Abstract: TH-PO793
Identification of Unique Molecular "Fingerprints" of Systemic Lupus Erythematosus (SLE) and Evaluation of Kidney Function Using Urine Raman Spectroscopy and Chemometrics
Session Information
- Pathology and Lab Medicine - I
November 02, 2023 | Location: Exhibit Hall, Pennsylvania Convention Center
Abstract Time: 10:00 AM - 12:00 PM
Category: Pathology and Lab Medicine
- 1800 Pathology and Lab Medicine
Authors
- Senger, Ryan S., Virginia Polytechnic Institute and State University College of Engineering, Blacksburg, Virginia, United States
- Sullivan, Kathleen E., The Children's Hospital of Philadelphia, Philadelphia, Pennsylvania, United States
- Maurer, Kelly, The Children's Hospital of Philadelphia, Philadelphia, Pennsylvania, United States
- Sayed Issa, Amr, Virginia Polytechnic Institute and State University College of Engineering, Blacksburg, Virginia, United States
- Robertson, John L., Virginia Polytechnic Institute and State University College of Engineering, Blacksburg, Virginia, United States
Background
SLE, a pan-systemic inflammatory disease, can have a deleterious effect on renal function. Timely detection and management of renal dysfunction is highly desirable, since many patients develop disease at an early age and inflammatory nephropathies can be relentlessly progressive.
Methods
We developed a Raman spectroscopic technology (Rametrix® molecular urinalysis) to detect SLE systemic/renal effects by analysis of patient urine. It is based on chemometric analysis of the Raman spectrum of urine and detects metabolomic differences. The technology is not designed specifically to detect cell degradation products (DP), such as nucleic acid DPs, but can be harnessed to probe and quantify these.

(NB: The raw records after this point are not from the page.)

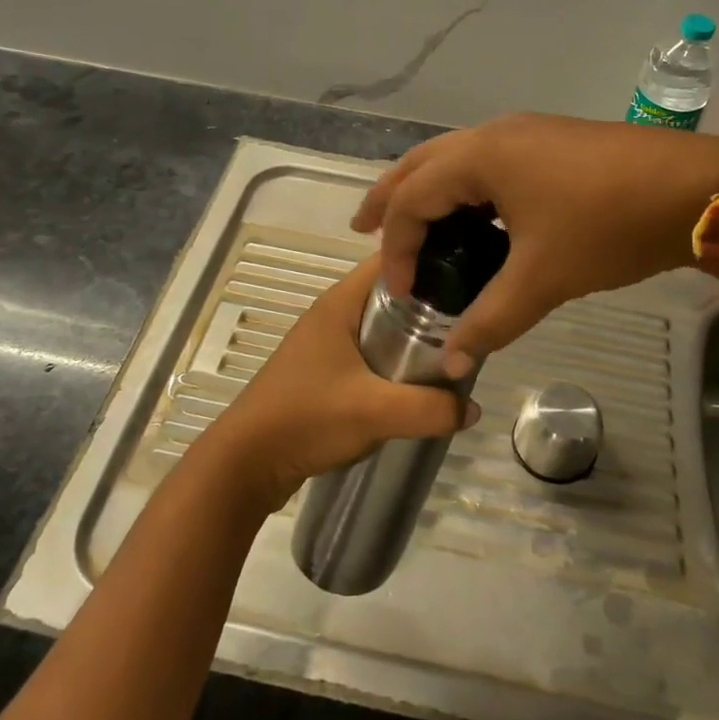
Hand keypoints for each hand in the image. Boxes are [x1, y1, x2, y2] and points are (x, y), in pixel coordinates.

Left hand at [202, 255, 478, 512]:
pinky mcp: (325, 370)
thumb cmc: (306, 418)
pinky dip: (396, 358)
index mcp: (340, 302)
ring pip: (382, 325)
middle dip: (431, 301)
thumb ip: (430, 408)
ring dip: (414, 334)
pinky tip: (418, 378)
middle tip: (472, 317)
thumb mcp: (375, 412)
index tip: (470, 270)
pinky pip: (371, 351)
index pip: (391, 259)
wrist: (247, 462)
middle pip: (392, 292)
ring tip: (454, 347)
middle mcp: (333, 313)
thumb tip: (471, 408)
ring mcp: (327, 342)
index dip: (429, 256)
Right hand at [353, 113, 718, 360]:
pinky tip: (476, 217)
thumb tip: (452, 362)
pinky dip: (464, 187)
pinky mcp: (551, 142)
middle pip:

We hypothesized that SLE would alter urine composition and that Rametrix® analysis could detect renal dysfunction via urine molecular ‘fingerprinting’.
We applied Rametrix® analysis on 587 urine specimens collected from 82 patients with biopsy-proven (80/82) and/or laboratory-validated SLE markers. Patients were 8-21 years of age (median age 14.5) and 77.5% female. Most patients were African-American (183/587), Latino (162/587) or Caucasian (129/587). Serial longitudinal urine samples were obtained on multiple individuals. A renal SLEDAI-2K score was correlated to Rametrix® findings.
Using chemometric analysis of urine Raman spectra, we compared SLE urine spectra with urine spectra from urine of healthy controls (203), patients with CKD (20), COVID19 patients (118), bladder cancer patients (19) and Lyme disease patients (20).
Results
Rametrix® molecular urinalysis distinguished SLE-associated changes in urine composition with predictive metrics (accuracy, sensitivity, specificity, PPV, and NPV) ranging between 73-97%.
A correlation between changes in urine Raman spectra and physician assessment of disease (SLEDAI-2K) was also found through computational analysis.
Urine spectra from SLE and COVID19 patients showed notable Raman spectral similarities, suggesting common inflammatory pathways (interferonopathies).
Conclusion
Raman molecular urinalysis can be useful to detect and manage SLE and renal dysfunction.
Funding
- Commercial Support – Rametrix Technologies, Inc.